What the exercise asks:
Each entry should be quoted word for word, including every mark of punctuation.

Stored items
>>>
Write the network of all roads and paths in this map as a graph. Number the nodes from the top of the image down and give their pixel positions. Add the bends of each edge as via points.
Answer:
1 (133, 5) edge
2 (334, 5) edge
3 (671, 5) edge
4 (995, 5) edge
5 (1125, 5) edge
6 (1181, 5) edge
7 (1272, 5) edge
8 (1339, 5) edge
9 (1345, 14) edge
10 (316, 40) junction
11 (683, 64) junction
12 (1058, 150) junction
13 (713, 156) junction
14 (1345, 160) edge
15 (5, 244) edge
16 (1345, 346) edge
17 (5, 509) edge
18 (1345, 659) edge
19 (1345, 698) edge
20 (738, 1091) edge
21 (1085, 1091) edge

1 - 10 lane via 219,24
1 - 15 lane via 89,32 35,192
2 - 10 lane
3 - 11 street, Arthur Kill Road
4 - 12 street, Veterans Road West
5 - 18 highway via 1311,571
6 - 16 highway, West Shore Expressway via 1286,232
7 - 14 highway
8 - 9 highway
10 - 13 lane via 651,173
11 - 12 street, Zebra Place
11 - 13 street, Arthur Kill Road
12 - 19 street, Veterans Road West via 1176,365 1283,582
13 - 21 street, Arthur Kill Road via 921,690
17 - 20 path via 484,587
<<<
Written answer:
Write the network of all roads and paths in this map as a graph. Number the nodes from the top of the image down and give their pixel positions. Add the bends of each edge as via points.
Answer:
1 (133, 5) edge
2 (334, 5) edge
3 (671, 5) edge
4 (995, 5) edge
5 (1125, 5) edge
6 (1181, 5) edge
7 (1272, 5) edge
8 (1339, 5) edge
9 (1345, 14) edge
10 (316, 40) junction
11 (683, 64) junction
12 (1058, 150) junction
13 (713, 156) junction
14 (1345, 160) edge
15 (5, 244) edge
16 (1345, 346) edge
17 (5, 509) edge
18 (1345, 659) edge
19 (1345, 698) edge
20 (738, 1091) edge
21 (1085, 1091) edge

1 - 10 lane via 219,24
1 - 15 lane via 89,32 35,192
2 - 10 lane
3 - 11 street, Arthur Kill Road
4 - 12 street, Veterans Road West
5 - 18 highway via 1311,571
6 - 16 highway, West Shore Expressway via 1286,232
7 - 14 highway
8 - 9 highway
10 - 13 lane via 651,173
11 - 12 street, Zebra Place
11 - 13 street, Arthur Kill Road
12 - 19 street, Veterans Road West via 1176,365 1283,582
13 - 21 street, Arthur Kill Road via 921,690
17 - 20 path via 484,587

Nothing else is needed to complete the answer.